WORK REQUIRED:
Transcribe every entry precisely, omitting nothing.

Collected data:
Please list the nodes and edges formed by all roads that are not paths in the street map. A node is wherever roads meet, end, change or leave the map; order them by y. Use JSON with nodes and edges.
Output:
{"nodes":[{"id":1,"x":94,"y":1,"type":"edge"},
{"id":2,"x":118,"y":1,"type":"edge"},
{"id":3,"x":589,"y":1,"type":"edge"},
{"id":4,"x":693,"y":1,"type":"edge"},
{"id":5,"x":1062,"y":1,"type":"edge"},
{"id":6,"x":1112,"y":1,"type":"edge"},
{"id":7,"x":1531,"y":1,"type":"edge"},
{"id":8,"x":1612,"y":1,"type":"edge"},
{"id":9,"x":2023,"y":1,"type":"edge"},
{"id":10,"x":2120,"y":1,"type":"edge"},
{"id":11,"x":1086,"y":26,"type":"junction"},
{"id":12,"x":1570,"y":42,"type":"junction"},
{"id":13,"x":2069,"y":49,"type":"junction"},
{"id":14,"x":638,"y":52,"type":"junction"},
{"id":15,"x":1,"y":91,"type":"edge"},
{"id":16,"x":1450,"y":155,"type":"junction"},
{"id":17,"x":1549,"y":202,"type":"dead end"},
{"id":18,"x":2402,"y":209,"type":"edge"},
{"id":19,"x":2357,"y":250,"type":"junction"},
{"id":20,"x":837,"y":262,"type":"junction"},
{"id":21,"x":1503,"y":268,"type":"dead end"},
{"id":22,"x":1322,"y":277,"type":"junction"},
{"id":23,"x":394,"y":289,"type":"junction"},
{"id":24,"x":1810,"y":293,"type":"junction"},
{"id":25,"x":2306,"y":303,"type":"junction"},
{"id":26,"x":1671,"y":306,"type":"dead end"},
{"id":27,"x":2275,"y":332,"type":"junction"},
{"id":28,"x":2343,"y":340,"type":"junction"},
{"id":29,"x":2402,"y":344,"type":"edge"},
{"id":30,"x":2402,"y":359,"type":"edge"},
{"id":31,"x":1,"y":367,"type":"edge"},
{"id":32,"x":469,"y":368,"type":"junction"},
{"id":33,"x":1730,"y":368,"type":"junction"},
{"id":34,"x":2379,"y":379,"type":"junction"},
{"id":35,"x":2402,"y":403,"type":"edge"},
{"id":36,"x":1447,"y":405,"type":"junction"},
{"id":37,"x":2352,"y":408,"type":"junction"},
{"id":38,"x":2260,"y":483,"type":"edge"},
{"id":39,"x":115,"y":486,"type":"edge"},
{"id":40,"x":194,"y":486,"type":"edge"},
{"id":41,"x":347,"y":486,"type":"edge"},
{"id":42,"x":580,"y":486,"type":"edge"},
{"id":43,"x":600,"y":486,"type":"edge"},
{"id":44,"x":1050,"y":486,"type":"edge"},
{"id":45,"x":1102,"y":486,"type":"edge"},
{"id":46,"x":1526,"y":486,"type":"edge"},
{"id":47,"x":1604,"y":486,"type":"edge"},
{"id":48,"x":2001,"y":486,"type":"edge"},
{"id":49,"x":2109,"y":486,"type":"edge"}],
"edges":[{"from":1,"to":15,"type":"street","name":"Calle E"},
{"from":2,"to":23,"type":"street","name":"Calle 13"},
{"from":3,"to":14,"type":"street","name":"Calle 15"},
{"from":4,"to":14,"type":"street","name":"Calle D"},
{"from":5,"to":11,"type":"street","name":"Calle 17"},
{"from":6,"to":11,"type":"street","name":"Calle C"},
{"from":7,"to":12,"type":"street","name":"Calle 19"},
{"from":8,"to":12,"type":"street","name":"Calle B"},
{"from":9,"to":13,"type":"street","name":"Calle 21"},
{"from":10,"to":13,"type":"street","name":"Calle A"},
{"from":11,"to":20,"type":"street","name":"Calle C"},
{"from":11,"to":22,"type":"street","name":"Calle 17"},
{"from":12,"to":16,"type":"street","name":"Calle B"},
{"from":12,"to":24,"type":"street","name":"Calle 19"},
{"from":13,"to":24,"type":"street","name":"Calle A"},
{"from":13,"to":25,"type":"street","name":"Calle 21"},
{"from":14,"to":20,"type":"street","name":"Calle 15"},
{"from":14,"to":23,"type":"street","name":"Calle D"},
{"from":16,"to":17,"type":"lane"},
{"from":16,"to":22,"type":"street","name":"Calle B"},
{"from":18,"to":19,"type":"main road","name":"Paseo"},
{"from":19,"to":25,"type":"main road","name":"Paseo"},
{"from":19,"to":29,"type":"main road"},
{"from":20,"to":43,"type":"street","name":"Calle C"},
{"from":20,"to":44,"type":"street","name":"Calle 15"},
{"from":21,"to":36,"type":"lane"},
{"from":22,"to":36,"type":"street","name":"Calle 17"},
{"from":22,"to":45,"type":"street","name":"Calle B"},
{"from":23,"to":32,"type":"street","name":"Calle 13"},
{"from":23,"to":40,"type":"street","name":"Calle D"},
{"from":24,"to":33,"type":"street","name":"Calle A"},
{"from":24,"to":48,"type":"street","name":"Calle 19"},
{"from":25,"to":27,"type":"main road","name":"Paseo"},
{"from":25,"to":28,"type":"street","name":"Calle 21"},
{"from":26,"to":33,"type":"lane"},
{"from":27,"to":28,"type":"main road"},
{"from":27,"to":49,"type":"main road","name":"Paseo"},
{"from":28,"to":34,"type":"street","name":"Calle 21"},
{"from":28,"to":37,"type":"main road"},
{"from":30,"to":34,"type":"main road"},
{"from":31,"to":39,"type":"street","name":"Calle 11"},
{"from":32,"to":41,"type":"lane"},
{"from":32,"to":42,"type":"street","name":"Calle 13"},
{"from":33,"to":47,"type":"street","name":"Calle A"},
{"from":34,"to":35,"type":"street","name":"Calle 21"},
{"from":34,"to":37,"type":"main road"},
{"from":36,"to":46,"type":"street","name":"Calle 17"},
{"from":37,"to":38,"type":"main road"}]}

COMPLETED TASK:
Please list the nodes and edges formed by all roads that are not paths in the street map. A node is wherever roads meet, end, change or leave the map; order them by y. Use JSON with nodes and edges.
Output:
{"nodes":[{"id":1,"x":94,"y":1,"type":"edge"},
{"id":2,"x":118,"y":1,"type":"edge"},
{"id":3,"x":589,"y":1,"type":"edge"},
{"id":4,"x":693,"y":1,"type":"edge"},
{"id":5,"x":1062,"y":1,"type":"edge"},
{"id":6,"x":1112,"y":1,"type":"edge"},
{"id":7,"x":1531,"y":1,"type":"edge"},
{"id":8,"x":1612,"y":1,"type":"edge"},
{"id":9,"x":2023,"y":1,"type":"edge"},
{"id":10,"x":2120,"y":1,"type":"edge"},
{"id":11,"x":1086,"y":26,"type":"junction"},
{"id":12,"x":1570,"y":42,"type":"junction"},
{"id":13,"x":2069,"y":49,"type":"junction"},
{"id":14,"x":638,"y":52,"type":"junction"},
{"id":15,"x":1,"y":91,"type":"edge"},
{"id":16,"x":1450,"y":155,"type":"junction"},
{"id":17,"x":1549,"y":202,"type":"dead end"},
{"id":18,"x":2402,"y":209,"type":"edge"},
{"id":19,"x":2357,"y":250,"type":"junction"},
{"id":20,"x":837,"y":262,"type":"junction"},
{"id":21,"x":1503,"y":268,"type":"dead end"},
{"id":22,"x":1322,"y":277,"type":"junction"},
{"id":23,"x":394,"y":289,"type":"junction"},
{"id":24,"x":1810,"y":293,"type":"junction"},
{"id":25,"x":2306,"y":303,"type":"junction"},
{"id":26,"x":1671,"y":306,"type":"dead end"},
{"id":27,"x":2275,"y":332,"type":"junction"},
{"id":28,"x":2343,"y":340,"type":"junction"},
{"id":29,"x":2402,"y":344,"type":"edge"},
{"id":30,"x":2402,"y":359,"type":"edge"},
{"id":31,"x":1,"y":367,"type":"edge"},
{"id":32,"x":469,"y":368,"type":"junction"},
{"id":33,"x":1730,"y":368,"type":"junction"},
{"id":34,"x":2379,"y":379,"type":"junction"},
{"id":35,"x":2402,"y":403,"type":"edge"},
{"id":36,"x":1447,"y":405,"type":"junction"},
{"id":37,"x":2352,"y":408,"type":"junction"},
{"id":38,"x":2260,"y":483,"type":"edge"},
{"id":39,"x":115,"y":486,"type":"edge"},
{"id":40,"x":194,"y":486,"type":"edge"},
{"id":41,"x":347,"y":486,"type":"edge"},
{"id":42,"x":580,"y":486,"type":"edge"},
{"id":43,"x":600,"y":486,"type":"edge"},
{"id":44,"x":1050,"y":486,"type":"edge"},
{"id":45,"x":1102,"y":486,"type":"edge"},
{"id":46,"x":1526,"y":486,"type":"edge"},
{"id":47,"x":1604,"y":486,"type":"edge"},
{"id":48,"x":2001,"y":486,"type":"edge"},
{"id":49,"x":2109,"y":486,"type":"edge"}],
"edges":[{"from":1,"to":15,"type":"street","name":"Calle E"},
{"from":2,"to":23,"type":"street","name":"Calle 13"},
{"from":3,"to":14,"type":"street","name":"Calle 15"},
{"from":4,"to":14,"type":"street","name":"Calle D"},
{"from":5,"to":11,"type":"street","name":"Calle 17"},
{"from":6,"to":11,"type":"street","name":"Calle C"},
{"from":7,"to":12,"type":"street","name":"Calle 19"},
{"from":8,"to":12,"type":"street","name":"Calle B"},
{"from":9,"to":13,"type":"street","name":"Calle 21"},
{"from":10,"to":13,"type":"street","name":"Calle A"},
{"from":11,"to":20,"type":"street","name":"Calle C"},
{"from":11,"to":22,"type":"street","name":"Calle 17"},
{"from":12,"to":16,"type":"street","name":"Calle B"},
{"from":12,"to":24,"type":"street","name":"Calle 19"},
{"from":13,"to":24,"type":"street","name":"Calle A"},
{"from":13,"to":25,"type":"street","name":"Calle 21"},
{"from":14,"to":20,"type":"street","name":"Calle 15"},
{"from":14,"to":23,"type":"street","name":"Calle D"},
{"from":16,"to":17,"type":"lane"},
{"from":16,"to":22,"type":"street","name":"Calle B"},
{"from":18,"to":19,"type":"main road","name":"Paseo"},
{"from":19,"to":25,"type":"main road","name":"Paseo"},
{"from":19,"to":29,"type":"main road"},
{"from":20,"to":43,"type":"street","name":"Calle C"},
{"from":20,"to":44,"type":"street","name":"Calle 15"},
{"from":21,"to":36,"type":"lane"},
{"from":22,"to":36,"type":"street","name":"Calle 17"},
{"from":22,"to":45,"type":"street","name":"Calle B"},
{"from":23,"to":32,"type":"street","name":"Calle 13"},
{"from":23,"to":40,"type":"street","name":"Calle D"},
{"from":24,"to":33,"type":"street","name":"Calle A"},
{"from":24,"to":48,"type":"street","name":"Calle 19"},
{"from":25,"to":27,"type":"main road","name":"Paseo"},
{"from":25,"to":28,"type":"street","name":"Calle 21"},
{"from":26,"to":33,"type":"lane"},
{"from":27,"to":28,"type":"main road"},
{"from":27,"to":49,"type":"main road","name":"Paseo"},
{"from":28,"to":34,"type":"street","name":"Calle 21"},
{"from":28,"to":37,"type":"main road"},
{"from":30,"to":34,"type":"main road"},
{"from":31,"to":39,"type":"street","name":"Calle 11"},
{"from":32,"to":41,"type":"lane"},
{"from":32,"to":42,"type":"street","name":"Calle 13"},
{"from":33,"to":47,"type":"street","name":"Calle A"},
{"from":34,"to":35,"type":"street","name":"Calle 21"},
{"from":34,"to":37,"type":"main road"},
{"from":36,"to":46,"type":"street","name":"Calle 17"},
{"from":37,"to":38,"type":"main road"}]}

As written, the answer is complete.